そのため日本と違って、オールシーズンタイヤが使いやすい。地域によっては、オールシーズンタイヤが新車装着となっているほどだ。

そんな背景の中で、シンクロウェザーは、オールシーズンタイヤでありながら夏・冬それぞれの性能を格段に高めてきた。特にスタッドレスタイヤに匹敵する冬場の性能を持つことは、注目に値する。

真冬の北海道でテストしたときの筆者。このテスト車両はメルセデス・ベンツ(写真:住友ゴム)
真冬の北海道でテストしたときの筆者。このテスト車両はメルセデス・ベンツ(写真:住友ゴム)

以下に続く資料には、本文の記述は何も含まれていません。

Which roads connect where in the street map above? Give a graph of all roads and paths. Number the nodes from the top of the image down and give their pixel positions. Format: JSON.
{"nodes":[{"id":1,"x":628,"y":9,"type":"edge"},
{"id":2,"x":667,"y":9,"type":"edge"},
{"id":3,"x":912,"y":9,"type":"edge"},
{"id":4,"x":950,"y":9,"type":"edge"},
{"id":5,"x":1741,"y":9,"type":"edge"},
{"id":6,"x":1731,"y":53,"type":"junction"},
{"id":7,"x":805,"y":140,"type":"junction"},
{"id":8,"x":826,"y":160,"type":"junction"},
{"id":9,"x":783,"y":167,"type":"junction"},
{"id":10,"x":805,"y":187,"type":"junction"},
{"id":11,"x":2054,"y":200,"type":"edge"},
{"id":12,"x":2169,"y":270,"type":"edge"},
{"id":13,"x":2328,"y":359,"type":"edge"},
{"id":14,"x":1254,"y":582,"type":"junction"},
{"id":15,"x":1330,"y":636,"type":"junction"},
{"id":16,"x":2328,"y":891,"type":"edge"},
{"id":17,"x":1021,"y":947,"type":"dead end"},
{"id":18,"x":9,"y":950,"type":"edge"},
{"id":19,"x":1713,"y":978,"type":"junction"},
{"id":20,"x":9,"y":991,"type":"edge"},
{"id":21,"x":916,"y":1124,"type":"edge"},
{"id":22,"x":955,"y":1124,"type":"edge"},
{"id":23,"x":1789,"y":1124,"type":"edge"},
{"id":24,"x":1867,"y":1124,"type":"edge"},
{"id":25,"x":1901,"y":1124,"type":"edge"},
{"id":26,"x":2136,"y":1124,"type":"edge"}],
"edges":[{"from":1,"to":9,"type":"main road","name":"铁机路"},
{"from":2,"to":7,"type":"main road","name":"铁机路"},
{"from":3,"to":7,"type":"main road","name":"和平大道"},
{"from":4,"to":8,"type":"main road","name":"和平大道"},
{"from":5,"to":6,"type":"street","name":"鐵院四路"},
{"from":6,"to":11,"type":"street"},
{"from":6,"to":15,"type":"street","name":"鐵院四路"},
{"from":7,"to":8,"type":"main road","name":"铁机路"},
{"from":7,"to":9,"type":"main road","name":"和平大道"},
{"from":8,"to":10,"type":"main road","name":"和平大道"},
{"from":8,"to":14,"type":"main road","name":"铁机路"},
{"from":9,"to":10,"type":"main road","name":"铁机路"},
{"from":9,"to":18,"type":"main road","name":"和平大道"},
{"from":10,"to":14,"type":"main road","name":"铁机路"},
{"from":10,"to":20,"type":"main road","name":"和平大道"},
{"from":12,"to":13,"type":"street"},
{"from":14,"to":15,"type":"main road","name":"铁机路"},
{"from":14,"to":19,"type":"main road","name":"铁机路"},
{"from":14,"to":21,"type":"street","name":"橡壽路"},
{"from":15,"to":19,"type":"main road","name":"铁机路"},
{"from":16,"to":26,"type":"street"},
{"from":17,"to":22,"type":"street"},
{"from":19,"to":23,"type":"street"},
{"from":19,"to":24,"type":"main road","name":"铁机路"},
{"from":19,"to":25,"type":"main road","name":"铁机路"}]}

1年を通じてオールシーズンタイヤで済まそうというユーザーも、増えることだろう。サイズのラインナップも15~19インチと幅広いから、多くの車種で装着できる。

ブリヂストンは国内にオールシーズンタイヤなし

価格的にはダンロップ・ブランド内でも、もっとも高額な商品となる。しかし、スタッドレスタイヤとホイールを購入する費用、オフシーズンに保管しておく場所(場合によっては費用がかかる)、そして交換する手間を考えれば、コスパは悪くない。シンクロウェザーが、ヒット商品となるポテンシャルはある。

ウェット路面もテストしたが、オールシーズンタイヤのネガを感じることはなかった(写真:住友ゴム)
ウェット路面もテストしたが、オールシーズンタイヤのネガを感じることはなかった(写真:住友ゴム)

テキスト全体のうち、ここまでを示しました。